## Assignment
Would you repeat the entries below word for word and omit the pictures?

## Collected data entries
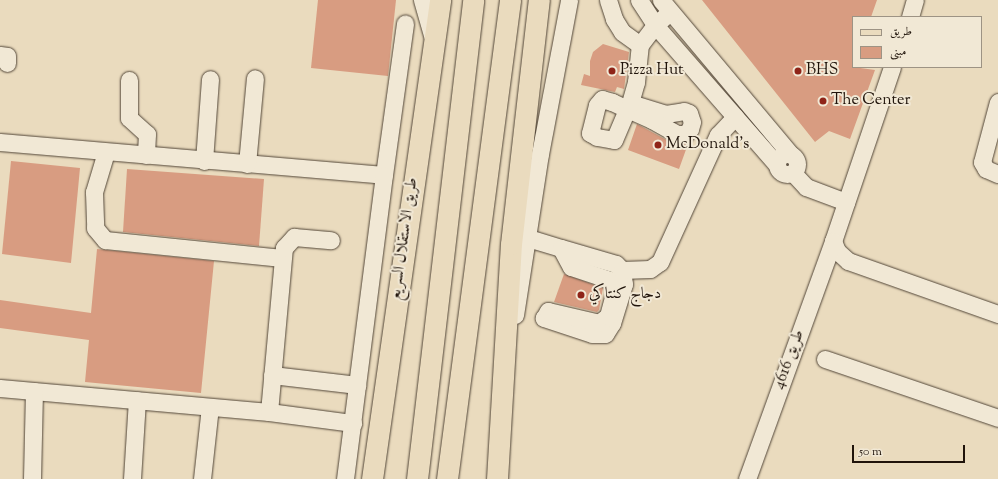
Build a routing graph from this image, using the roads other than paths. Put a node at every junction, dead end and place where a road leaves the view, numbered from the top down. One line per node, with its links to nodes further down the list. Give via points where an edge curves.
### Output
1 (422, 0): 14 (street)
2 (440, 0): 14 (main road, طريق الاستقلال السريع)
3 (473, 0): 61 (main road)
4 (510, 0): 62 (main road)
5 (539, 0): 45 (main road, via 511,244)
6 (569, 0): 38 (street, via 540,154)
7 (608, 0): 15 (street, via 614,19 622,32)
8 (639, 0): 13 (street)
9 (915, 0): 11 (street)
10 (666, 6): 13 (street); 20 (street)
11 (910, 16)
12 (405, 23): 36 (street)
13 (655, 25): 15 (street); 21 (street)
14 (433, 44): 60 (main road, طريق الاستقلال السريع)
15 (640, 45): 23 (street, via 639,70)
16 (892, 68): 37 (street, طريق 4616)
17 (255, 78): 32 (street)
18 (210, 79): 31 (street)
19 (129, 80): 30 (street, via 128,118 146,134)
20 (734, 88): 21 (street); 25 (street)
21 (720, 99): 24 (street)
22 (998, 102): 35 (street, via 982,162 986,169)
23 (628, 106)
24 (735, 117): 26 (street); 43 (street, via 718,135 660,262 650,269)
25 (766, 126): 26 (street); 29 (street)
26 (752, 136): 33 (street)
27 (0, 142): 28 (street)
28 (106, 152): 30 (street); 42 (street, via 94,192 95,228 105,240)
29 (790, 154): 33 (street, via 782,155); 34 (street, via 797,161 797,168)
30 (146, 155): 31 (street)
31 (204, 160): 32 (street)
32 (247, 164): 36 (street)
33 (777, 165): 34 (street, via 783,173)
34 (793, 173): 37 (street, via 806,187)
35 (998, 174)
36 (384, 175): 48 (street)
37 (846, 202): 40 (street, طريق 4616)
38 (528, 238): 41 (street); 45 (street, via 513,328)
39 (331, 240): 42 (street, via 294,236 286,243)
40 (833, 241): 44 (street, via 837,251 848,261); 64 (street, طريق 4616)
41 (561, 248): 43 (street, via 616,264); 43 (street, via 570,267 610,280 615,290 608,316 598,323 548,311 544,314 546,320 592,334 605,334 612,323 624,284)
42 (282, 258): 47 (street)
43 (622, 270)
44 (998, 314)
45 (504, 352): 63 (main road)
46 (825, 359): 54 (street)
47 (272, 375): 48 (street); 53 (street)
48 (357, 385): 55 (street)
49 (0, 388): 50 (street)
50 (34, 391): 51 (street); 56 (street)
51 (137, 400): 52 (street); 57 (street)
52 (210, 406): 53 (street); 58 (street)
53 (269, 412): 55 (street)
54 (998, 418)
55 (353, 423): 59 (street)
56 (32, 479)
57 (132, 479)
58 (202, 479)
59 (345, 479)
60 (372, 479)
61 (417, 479)
62 (447, 479)
63 (497, 479)
64 (747, 479)

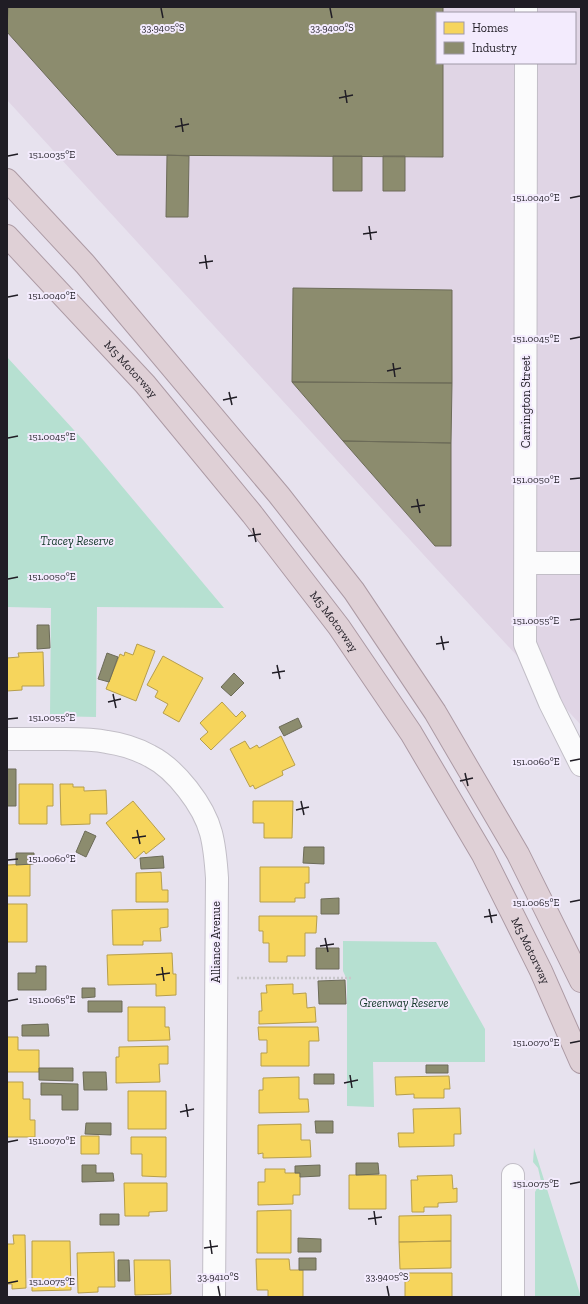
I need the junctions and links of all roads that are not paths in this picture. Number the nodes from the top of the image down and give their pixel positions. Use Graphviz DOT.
graph roads {
  1 [pos="526,64"];
  2 [pos="7,180"];
  3 [pos="7,236"];
  4 [pos="526,563"];
  5 [pos="581,564"];
  6 [pos="7,739"];
  7 [pos="581,765"];
  8 [pos="581,981"];
  9 [pos="581,1062"];
  10 [pos="513,1175"];
  11 [pos="214,1297"];
  12 [pos="513,1297"];
  1 -- 4 [label="street, Carrington Street"];
  2 -- 8 [label="highway"];
  3 -- 9 [label="highway, M5 Motorway"];
  4 -- 5 [label="street"];
  4 -- 7 [label="street, Carrington Street"];
  6 -- 11 [label="street, Alliance Avenue"];
  10 -- 12 [label="street"];
}
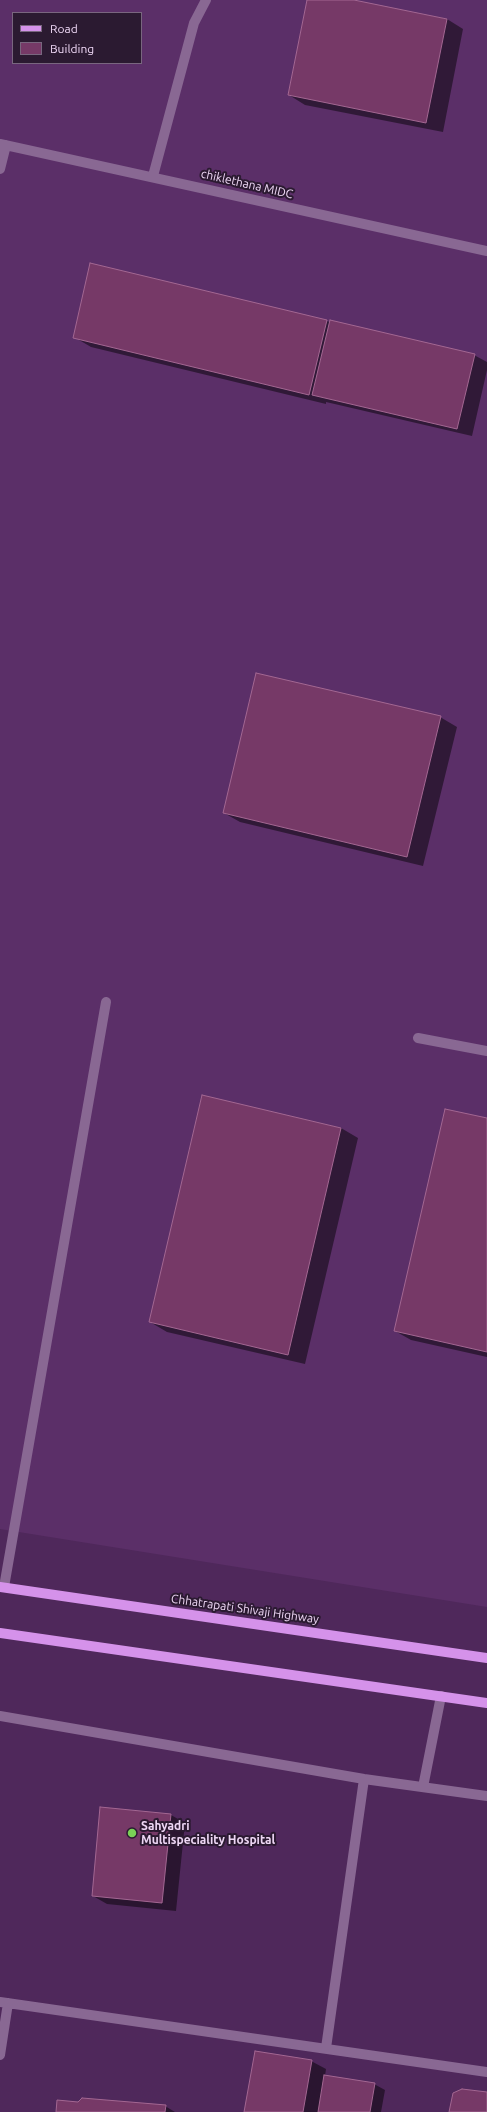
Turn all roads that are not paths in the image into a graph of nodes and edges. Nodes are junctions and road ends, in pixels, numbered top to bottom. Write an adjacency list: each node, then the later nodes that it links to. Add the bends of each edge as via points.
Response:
1 (206, 0): 4 (street, via 194,23)
2 (3, 145): 3 (street); 4 (street, chiklethana MIDC)
3 (0, 169)
4 (153, 176): 5 (street, chiklethana MIDC)
5 (487, 251)
6 (106, 1002): 9 (street)
7 (418, 1038): 8 (street)
8 (487, 1051)
9 (2, 1587): 11 (main road, Chhatrapati Shivaji Highway)
10 (0, 1633): 12 (main road)
11 (487, 1658)
12 (441, 1696): 13 (main road); 16 (street)
13 (487, 1703)
14 (0, 1716): 15 (street)
15 (364, 1779): 16 (street); 19 (street)
16 (423, 1787): 17 (street)
17 (487, 1796)
18 (4, 2002): 19 (street); 20 (street)
19 (326, 2048): 21 (street)
20 (0, 2056)
21 (487, 2072)

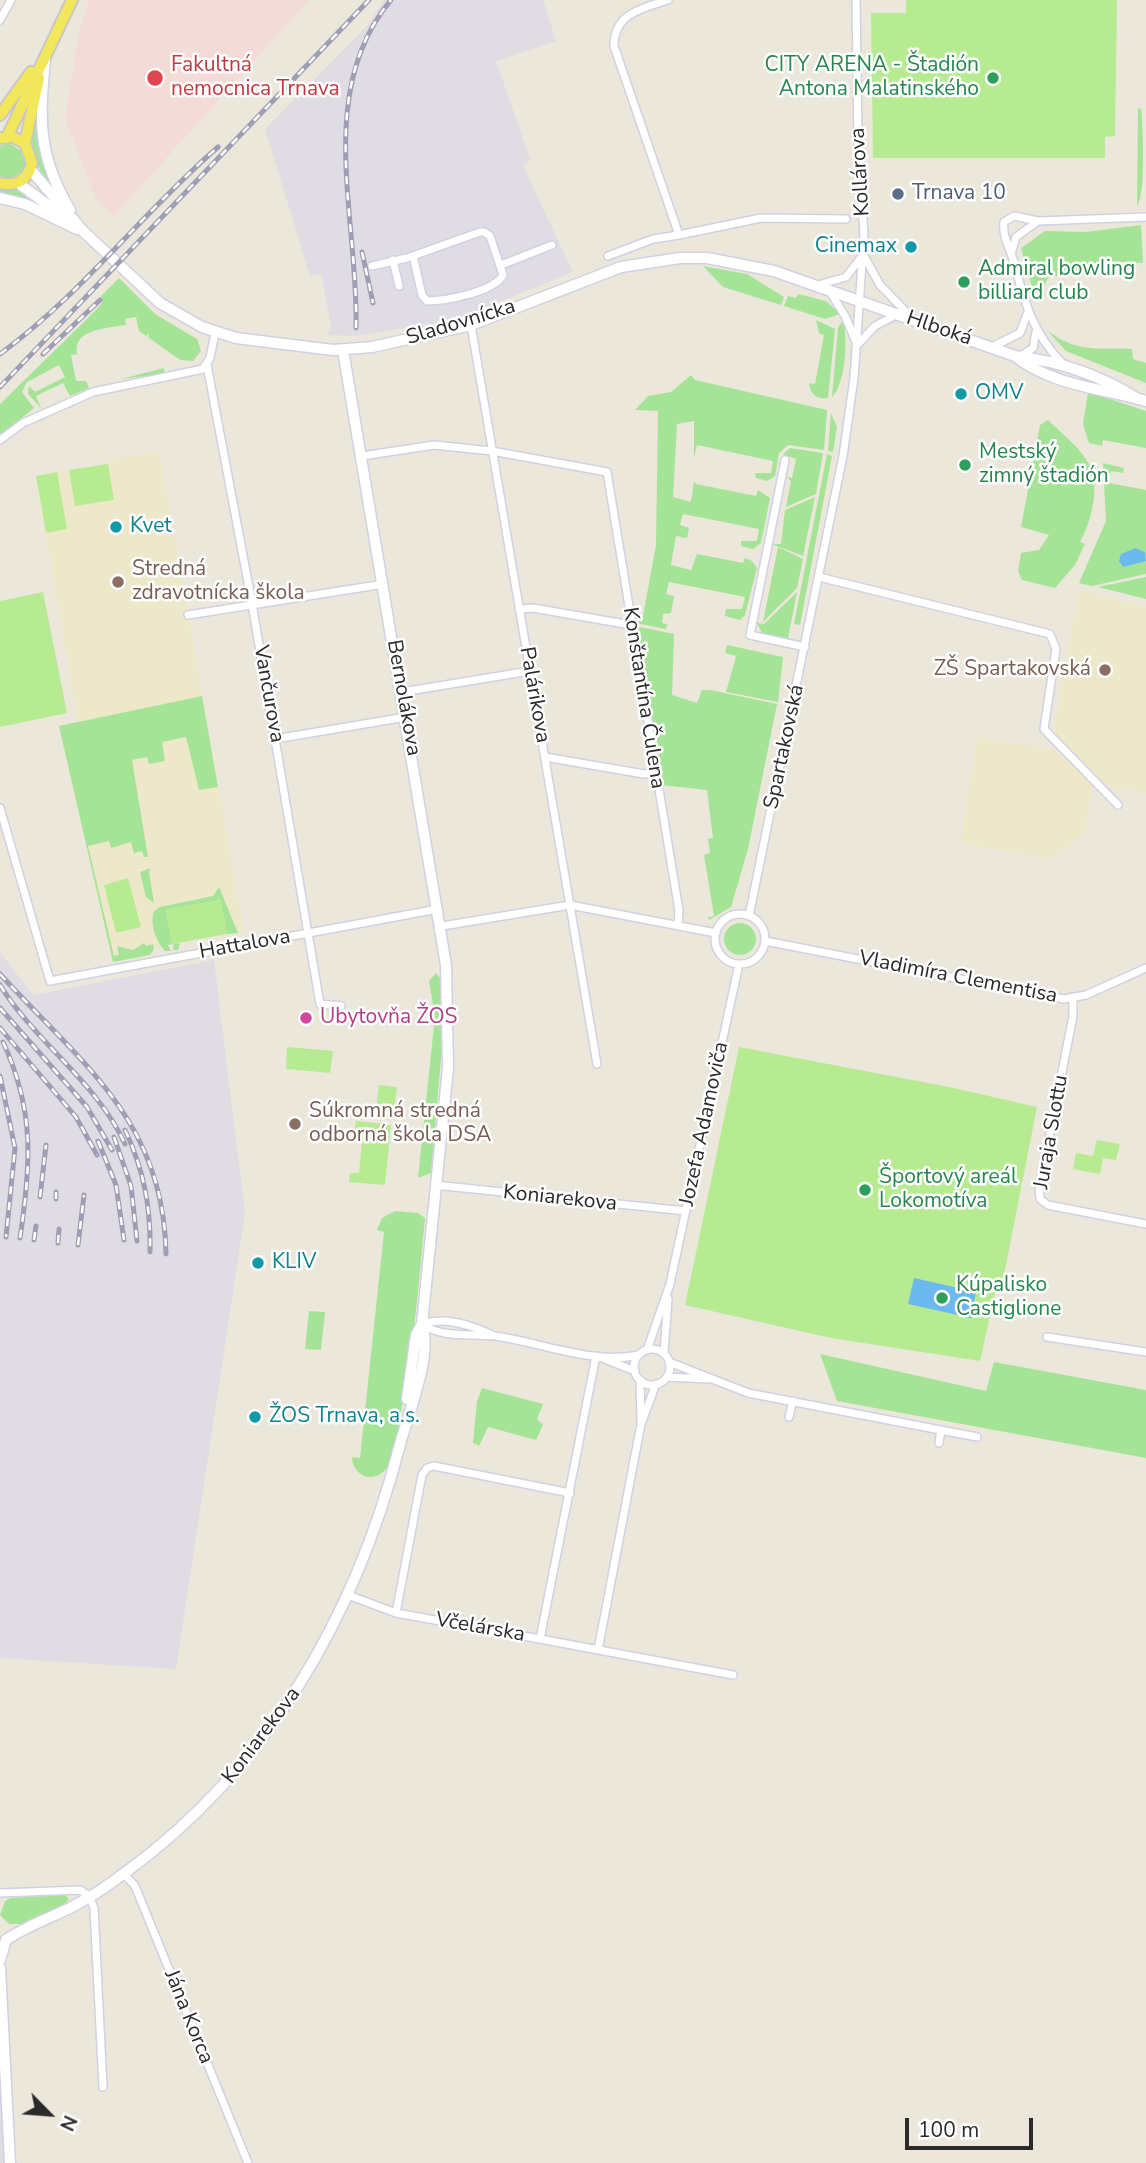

## Result
Build a routing graph from this image, using the roads other than paths. Put a node at every junction, dead end and place where a road leaves the view, numbered from the top down. One line per node, with its links to nodes further down the list. Give via points where an edge curves.
### Output
1 (422, 0): 14 (street)
2 (440, 0): 14 (main road, طريق الاستقلال السريع)
3 (473, 0): 61 (main road)
4 (510, 0): 62 (main road)
5 (539, 0): 45 (main road, via 511,244)
6 (569, 0): 38 (street, via 540,154)
7 (608, 0): 15 (street, via 614,19 622,32)
8 (639, 0): 13 (street)
9 (915, 0): 11 (street)
10 (666, 6): 13 (street); 20 (street)
11 (910, 16)
12 (405, 23): 36 (street)
13 (655, 25): 15 (street); 21 (street)
14 (433, 44): 60 (main road, طريق الاستقلال السريع)
15 (640, 45): 23 (street, via 639,70)
16 (892, 68): 37 (street, طريق 4616)
17 (255, 78): 32 (street)
18 (210, 79): 31 (street)
19 (129, 80): 30 (street, via 128,118 146,134)
20 (734, 88): 21 (street); 25 (street)
21 (720, 99): 24 (street)
22 (998, 102): 35 (street, via 982,162 986,169)
23 (628, 106)
24 (735, 117): 26 (street); 43 (street, via 718,135 660,262 650,269)
25 (766, 126): 26 (street); 29 (street)
26 (752, 136): 33 (street)
27 (0, 142): 28 (street)
28 (106, 152): 30 (street); 42 (street, via 94,192 95,228 105,240)
29 (790, 154): 33 (street, via 782,155); 34 (street, via 797,161 797,168)
30 (146, 155): 31 (street)
31 (204, 160): 32 (street)
32 (247, 164): 36 (street)
33 (777, 165): 34 (street, via 783,173)
34 (793, 173): 37 (street, via 806,187)
35 (998, 174)
36 (384, 175): 48 (street)
37 (846, 202): 40 (street, طريق 4616)
38 (528, 238): 41 (street); 45 (street, via 513,328)
39 (331, 240): 42 (street, via 294,236 286,243)
40 (833, 241): 44 (street, via 837,251 848,261); 64 (street, طريق 4616)
41 (561, 248): 43 (street, via 616,264); 43 (street, via 570,267 610,280 615,290 608,316 598,323 548,311 544,314 546,320 592,334 605,334 612,323 624,284)
42 (282, 258): 47 (street)
43 (622, 270)
44 (998, 314)
45 (504, 352): 63 (main road)
46 (825, 359): 54 (street)
47 (272, 375): 48 (street); 53 (street)
48 (357, 385): 55 (street)
49 (0, 388): 50 (street)
50 (34, 391): 51 (street); 56 (street)
51 (137, 400): 52 (street); 57 (street)
52 (210, 406): 53 (street); 58 (street)
53 (269, 412): 55 (street)
54 (998, 418)
55 (353, 423): 59 (street)
56 (32, 479)
57 (132, 479)
58 (202, 479)
59 (345, 479)
60 (372, 479)
61 (417, 479)
62 (447, 479)
63 (497, 479)
64 (747, 479)

I need the junctions and links of all roads that are not paths in this picture. Number the nodes from the top of the image down and give their pixel positions. Use Graphviz DOT.
graph roads {
  1 [pos="526,64"];
  2 [pos="7,180"];
  3 [pos="7,236"];
  4 [pos="526,563"];
  5 [pos="581,564"];
  6 [pos="7,739"];
  7 [pos="581,765"];
  8 [pos="581,981"];
  9 [pos="581,1062"];
  10 [pos="513,1175"];
  11 [pos="214,1297"];
  12 [pos="513,1297"];
  1 -- 4 [label="street, Carrington Street"];
  2 -- 8 [label="highway"];
  3 -- 9 [label="highway, M5 Motorway"];
  4 -- 5 [label="street"];
  4 -- 7 [label="street, Carrington Street"];
  6 -- 11 [label="street, Alliance Avenue"];
  10 -- 12 [label="street"];
}
Turn all roads that are not paths in the image into a graph of nodes and edges. Nodes are junctions and road ends, in pixels, numbered top to bottom. Write an adjacency list: each node, then the later nodes that it links to. Add the bends of each edge as via points.
Response:
1 (206, 0): 4 (street, via 194,23)
2 (3, 145): 3 (street); 4 (street, chiklethana MIDC)
3 (0, 169)
4 (153, 176): 5 (street, chiklethana MIDC)
5 (487, 251)
6 (106, 1002): 9 (street)
7 (418, 1038): 8 (street)
8 (487, 1051)
9 (2, 1587): 11 (main road, Chhatrapati Shivaji Highway)
10 (0, 1633): 12 (main road)
11 (487, 1658)
12 (441, 1696): 13 (main road); 16 (street)
13 (487, 1703)
14 (0, 1716): 15 (street)
15 (364, 1779): 16 (street); 19 (street)
16 (423, 1787): 17 (street)
17 (487, 1796)
18 (4, 2002): 19 (street); 20 (street)
19 (326, 2048): 21 (street)
20 (0, 2056)
21 (487, 2072)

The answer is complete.